• _DATA FOR THE TASK_
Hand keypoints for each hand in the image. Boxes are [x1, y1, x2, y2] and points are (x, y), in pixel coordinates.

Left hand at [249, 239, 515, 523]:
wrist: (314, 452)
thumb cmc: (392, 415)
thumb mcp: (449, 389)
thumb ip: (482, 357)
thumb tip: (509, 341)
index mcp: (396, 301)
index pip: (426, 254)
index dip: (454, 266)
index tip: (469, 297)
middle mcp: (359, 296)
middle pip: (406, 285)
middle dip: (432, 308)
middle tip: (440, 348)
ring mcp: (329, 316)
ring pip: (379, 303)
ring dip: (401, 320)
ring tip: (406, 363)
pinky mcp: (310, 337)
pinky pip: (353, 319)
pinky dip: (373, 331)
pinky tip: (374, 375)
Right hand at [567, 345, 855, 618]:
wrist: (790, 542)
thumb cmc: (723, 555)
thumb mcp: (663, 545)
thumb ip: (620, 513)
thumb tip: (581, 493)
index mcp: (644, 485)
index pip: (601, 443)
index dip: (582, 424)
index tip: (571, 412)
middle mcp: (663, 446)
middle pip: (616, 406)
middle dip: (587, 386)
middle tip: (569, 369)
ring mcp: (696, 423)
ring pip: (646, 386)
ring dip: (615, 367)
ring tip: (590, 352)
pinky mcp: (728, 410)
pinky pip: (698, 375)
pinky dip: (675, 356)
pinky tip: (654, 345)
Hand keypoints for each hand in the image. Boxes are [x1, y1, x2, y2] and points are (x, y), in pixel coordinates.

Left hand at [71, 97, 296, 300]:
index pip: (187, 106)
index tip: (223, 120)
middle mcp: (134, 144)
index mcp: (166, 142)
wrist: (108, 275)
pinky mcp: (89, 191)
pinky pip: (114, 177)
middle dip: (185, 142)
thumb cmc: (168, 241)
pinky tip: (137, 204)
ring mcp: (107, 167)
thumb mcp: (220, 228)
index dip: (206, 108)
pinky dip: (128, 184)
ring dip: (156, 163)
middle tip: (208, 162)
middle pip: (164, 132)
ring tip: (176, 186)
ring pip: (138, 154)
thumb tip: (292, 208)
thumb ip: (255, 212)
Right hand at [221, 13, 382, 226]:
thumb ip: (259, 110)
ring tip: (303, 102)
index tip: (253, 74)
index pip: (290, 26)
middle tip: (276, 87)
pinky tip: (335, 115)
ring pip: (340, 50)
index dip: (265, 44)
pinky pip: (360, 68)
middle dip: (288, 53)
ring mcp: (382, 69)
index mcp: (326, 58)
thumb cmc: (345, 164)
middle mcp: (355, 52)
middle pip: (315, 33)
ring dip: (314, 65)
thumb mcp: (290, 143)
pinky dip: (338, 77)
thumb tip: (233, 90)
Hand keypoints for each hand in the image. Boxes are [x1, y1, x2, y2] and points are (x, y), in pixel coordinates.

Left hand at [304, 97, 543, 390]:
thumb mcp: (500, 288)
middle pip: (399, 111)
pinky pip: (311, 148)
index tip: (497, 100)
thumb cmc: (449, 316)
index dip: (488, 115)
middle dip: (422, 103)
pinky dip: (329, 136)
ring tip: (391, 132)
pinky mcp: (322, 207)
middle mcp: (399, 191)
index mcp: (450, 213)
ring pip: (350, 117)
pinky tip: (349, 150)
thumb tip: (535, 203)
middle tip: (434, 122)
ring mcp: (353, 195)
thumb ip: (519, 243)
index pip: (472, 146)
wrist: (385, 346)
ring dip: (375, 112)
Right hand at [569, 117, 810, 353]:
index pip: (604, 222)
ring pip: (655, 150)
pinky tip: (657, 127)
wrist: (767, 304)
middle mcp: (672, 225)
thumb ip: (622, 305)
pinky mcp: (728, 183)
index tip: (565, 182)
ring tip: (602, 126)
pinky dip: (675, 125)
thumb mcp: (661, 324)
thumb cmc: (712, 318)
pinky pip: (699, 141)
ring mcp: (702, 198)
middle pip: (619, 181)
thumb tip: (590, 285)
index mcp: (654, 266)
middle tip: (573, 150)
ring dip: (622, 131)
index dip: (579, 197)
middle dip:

• _WORK ITEM_
Go through the data and show every line where "Left" occurs.

• _ANSWER SECTION_
Left hand at [249, 239, 515, 523]:
Left hand at [71, 97, 296, 300]:
Left hand at [304, 97, 543, 390]:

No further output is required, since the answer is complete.